I haven’t been shy at all about explaining my views. Where I stop short is when it’s likely to become a quarrel rather than an exchange of views, or when, as in this case, you are demanding work from me for which I can see no redemptive purpose.


(Benjamin Kirk) #17

This is a really nasty thing to write, Mike.

I haven’t seen the slightest evidence that Jonathan is out to establish any doubt in anyone’s mind about anything.


(Benjamin Kirk) #19

Please explain your views on science. Why do you always portray science as only hearsay or post hoc inference, but never as prospective hypothesis testing?


(Jon) #20

Yes, when you say that Moses wrote the Pentateuch (as you’ve done), you’re making a claim. When you say that Jesus confirmed Moses wrote the Pentaeuch, you’re making a claim. You’ve made many claims on this forum, and when challenged you typically do not provide evidence for them.

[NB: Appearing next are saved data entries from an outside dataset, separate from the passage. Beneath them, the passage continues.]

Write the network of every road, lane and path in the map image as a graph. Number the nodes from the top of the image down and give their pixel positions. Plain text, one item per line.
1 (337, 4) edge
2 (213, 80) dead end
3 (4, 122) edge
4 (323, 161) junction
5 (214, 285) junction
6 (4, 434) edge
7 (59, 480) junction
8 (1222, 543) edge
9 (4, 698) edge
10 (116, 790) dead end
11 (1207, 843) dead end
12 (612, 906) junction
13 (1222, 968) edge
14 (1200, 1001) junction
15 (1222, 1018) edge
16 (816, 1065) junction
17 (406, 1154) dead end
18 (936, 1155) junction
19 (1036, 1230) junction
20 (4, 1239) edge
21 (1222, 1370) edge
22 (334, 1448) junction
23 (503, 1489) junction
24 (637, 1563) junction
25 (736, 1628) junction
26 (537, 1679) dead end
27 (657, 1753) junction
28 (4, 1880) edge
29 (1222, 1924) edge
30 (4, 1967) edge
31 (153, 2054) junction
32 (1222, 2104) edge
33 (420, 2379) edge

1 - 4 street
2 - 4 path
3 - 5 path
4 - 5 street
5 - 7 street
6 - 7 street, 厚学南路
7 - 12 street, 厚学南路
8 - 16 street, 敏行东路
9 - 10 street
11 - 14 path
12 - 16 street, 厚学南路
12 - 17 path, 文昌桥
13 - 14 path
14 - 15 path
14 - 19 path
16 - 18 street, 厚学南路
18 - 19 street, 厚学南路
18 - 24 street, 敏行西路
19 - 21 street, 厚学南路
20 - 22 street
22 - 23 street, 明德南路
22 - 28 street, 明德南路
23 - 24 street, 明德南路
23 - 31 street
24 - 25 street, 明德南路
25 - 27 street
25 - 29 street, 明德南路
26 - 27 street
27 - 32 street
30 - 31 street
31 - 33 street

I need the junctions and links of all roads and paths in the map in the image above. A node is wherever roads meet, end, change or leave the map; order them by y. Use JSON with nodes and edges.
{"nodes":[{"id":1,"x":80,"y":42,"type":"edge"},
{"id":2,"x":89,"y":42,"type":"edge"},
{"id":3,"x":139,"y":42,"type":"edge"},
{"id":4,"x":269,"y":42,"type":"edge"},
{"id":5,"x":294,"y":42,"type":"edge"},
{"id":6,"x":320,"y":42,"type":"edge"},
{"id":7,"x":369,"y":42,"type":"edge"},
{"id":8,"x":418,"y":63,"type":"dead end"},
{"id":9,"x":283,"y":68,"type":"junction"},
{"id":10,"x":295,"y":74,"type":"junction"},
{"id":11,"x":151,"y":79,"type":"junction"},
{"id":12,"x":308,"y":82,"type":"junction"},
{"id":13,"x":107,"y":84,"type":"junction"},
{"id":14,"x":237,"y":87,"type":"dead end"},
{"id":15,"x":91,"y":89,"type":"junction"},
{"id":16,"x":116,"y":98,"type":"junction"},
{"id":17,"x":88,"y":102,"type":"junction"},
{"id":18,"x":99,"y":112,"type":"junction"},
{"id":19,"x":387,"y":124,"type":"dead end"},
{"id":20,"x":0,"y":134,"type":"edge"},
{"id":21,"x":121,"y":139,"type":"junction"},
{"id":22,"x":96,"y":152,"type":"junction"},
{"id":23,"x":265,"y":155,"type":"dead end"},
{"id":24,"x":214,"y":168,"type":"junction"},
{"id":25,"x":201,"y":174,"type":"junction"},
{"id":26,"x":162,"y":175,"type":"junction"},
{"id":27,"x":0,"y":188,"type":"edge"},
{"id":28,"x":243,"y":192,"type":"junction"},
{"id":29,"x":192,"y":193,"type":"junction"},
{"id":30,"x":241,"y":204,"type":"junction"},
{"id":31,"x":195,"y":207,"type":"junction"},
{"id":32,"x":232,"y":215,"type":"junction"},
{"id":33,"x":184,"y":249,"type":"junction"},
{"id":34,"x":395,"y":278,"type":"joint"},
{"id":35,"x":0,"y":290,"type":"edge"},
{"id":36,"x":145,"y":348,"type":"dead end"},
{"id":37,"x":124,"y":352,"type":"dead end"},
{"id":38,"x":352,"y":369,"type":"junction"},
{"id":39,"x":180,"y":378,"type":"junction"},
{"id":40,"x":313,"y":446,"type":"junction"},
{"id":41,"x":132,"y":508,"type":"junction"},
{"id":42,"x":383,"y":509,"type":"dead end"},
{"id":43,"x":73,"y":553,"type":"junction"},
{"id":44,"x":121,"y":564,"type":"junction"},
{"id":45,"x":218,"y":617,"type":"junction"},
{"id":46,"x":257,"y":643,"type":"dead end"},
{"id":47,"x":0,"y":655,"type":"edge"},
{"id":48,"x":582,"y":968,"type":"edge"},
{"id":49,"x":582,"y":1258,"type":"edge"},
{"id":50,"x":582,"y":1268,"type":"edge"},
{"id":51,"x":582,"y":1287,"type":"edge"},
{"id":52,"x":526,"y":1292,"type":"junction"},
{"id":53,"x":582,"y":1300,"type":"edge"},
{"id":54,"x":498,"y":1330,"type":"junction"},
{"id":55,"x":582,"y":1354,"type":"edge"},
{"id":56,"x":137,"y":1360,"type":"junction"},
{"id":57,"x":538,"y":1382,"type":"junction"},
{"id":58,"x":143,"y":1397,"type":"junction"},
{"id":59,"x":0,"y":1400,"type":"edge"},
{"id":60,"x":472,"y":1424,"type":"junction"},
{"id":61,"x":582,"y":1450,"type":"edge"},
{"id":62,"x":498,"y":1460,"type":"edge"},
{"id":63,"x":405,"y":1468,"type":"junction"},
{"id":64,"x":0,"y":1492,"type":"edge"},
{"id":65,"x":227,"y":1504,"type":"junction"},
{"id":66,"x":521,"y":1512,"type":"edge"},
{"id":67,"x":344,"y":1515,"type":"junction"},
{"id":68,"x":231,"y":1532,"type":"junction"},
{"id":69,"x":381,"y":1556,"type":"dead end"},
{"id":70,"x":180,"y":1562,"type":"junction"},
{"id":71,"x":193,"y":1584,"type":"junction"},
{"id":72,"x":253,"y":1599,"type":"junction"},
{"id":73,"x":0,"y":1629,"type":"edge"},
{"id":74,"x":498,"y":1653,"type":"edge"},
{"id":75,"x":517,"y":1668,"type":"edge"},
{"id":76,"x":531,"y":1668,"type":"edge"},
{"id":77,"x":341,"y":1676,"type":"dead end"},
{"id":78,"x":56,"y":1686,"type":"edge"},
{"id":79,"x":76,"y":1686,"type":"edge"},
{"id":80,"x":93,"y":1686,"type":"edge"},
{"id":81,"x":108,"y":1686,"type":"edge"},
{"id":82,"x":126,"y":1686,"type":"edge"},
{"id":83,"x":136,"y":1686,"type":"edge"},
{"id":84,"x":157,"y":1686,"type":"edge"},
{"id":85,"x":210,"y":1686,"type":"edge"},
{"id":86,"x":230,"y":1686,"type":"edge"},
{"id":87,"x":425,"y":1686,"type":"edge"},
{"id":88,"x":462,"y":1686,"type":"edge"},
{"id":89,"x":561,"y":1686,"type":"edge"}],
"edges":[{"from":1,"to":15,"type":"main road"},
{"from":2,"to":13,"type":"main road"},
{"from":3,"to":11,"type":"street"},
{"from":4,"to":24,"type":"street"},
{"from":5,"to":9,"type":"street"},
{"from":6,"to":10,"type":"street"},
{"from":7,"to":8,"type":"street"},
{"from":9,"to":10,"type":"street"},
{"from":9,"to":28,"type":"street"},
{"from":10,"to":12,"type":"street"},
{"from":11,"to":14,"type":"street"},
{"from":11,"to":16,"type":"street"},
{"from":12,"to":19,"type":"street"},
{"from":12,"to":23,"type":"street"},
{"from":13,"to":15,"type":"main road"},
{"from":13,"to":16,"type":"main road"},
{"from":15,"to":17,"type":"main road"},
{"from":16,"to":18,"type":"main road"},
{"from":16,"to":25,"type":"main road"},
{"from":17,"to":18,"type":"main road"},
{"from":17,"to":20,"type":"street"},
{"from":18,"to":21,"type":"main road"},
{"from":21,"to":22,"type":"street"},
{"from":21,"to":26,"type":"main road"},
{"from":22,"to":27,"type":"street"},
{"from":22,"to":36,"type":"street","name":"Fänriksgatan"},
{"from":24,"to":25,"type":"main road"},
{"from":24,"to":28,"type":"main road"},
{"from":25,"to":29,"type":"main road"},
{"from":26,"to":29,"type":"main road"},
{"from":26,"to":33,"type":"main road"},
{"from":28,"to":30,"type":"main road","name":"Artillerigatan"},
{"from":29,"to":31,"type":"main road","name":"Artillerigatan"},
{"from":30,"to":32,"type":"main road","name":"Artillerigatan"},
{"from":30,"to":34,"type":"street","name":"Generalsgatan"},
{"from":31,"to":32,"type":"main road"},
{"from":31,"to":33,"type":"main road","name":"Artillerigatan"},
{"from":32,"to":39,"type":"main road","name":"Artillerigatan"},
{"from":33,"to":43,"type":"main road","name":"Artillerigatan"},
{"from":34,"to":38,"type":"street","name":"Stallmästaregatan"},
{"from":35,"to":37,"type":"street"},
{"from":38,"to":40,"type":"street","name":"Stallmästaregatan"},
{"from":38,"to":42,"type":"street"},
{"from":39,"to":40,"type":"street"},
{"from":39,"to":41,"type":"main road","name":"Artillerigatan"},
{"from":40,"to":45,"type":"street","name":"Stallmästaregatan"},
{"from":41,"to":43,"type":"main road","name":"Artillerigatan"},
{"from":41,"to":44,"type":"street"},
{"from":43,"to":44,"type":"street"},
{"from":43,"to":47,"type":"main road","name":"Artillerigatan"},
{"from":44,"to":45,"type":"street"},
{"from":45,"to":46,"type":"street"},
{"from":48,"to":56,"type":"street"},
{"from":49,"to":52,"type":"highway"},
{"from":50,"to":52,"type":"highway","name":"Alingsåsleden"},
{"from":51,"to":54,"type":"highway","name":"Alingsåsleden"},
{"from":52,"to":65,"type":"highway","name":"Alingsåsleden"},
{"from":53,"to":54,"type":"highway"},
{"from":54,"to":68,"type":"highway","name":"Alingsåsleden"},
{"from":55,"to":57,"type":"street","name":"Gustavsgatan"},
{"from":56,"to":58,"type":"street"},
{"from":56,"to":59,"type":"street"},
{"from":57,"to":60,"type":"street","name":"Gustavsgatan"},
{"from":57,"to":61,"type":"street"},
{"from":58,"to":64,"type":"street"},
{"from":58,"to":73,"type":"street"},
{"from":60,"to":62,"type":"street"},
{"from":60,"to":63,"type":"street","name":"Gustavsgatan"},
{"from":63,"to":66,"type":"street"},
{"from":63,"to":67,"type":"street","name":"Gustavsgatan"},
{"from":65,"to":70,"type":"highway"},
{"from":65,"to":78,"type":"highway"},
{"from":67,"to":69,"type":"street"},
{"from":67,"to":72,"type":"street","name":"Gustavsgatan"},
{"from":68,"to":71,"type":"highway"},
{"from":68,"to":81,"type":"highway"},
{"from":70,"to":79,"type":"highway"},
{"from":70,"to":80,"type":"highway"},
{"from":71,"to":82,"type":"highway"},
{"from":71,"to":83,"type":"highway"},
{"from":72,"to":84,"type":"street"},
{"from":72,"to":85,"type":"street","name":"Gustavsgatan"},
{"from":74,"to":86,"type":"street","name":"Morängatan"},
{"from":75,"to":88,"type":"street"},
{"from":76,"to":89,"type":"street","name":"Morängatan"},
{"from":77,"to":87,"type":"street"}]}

You’re committing the fallacy of equivocation. The sense of “burden” in the term “burden of evidence”, is that the other person has the responsibility of substantiating their claim with evidence.

You’re changing the subject. I said that when asked for evidence for your views, you beg shy. You have certainly explained your views, but when pressed for evidence for your claims, you typically change the subject (as you are doing now), or resort to another round of questions, including repeating questions which people have answered many times before. Many of us have seen this same tactic of YEC run-around before, and we know that when it happens the YEC concerned has reached the end of their bag of tricks and is simply ducking and dodging.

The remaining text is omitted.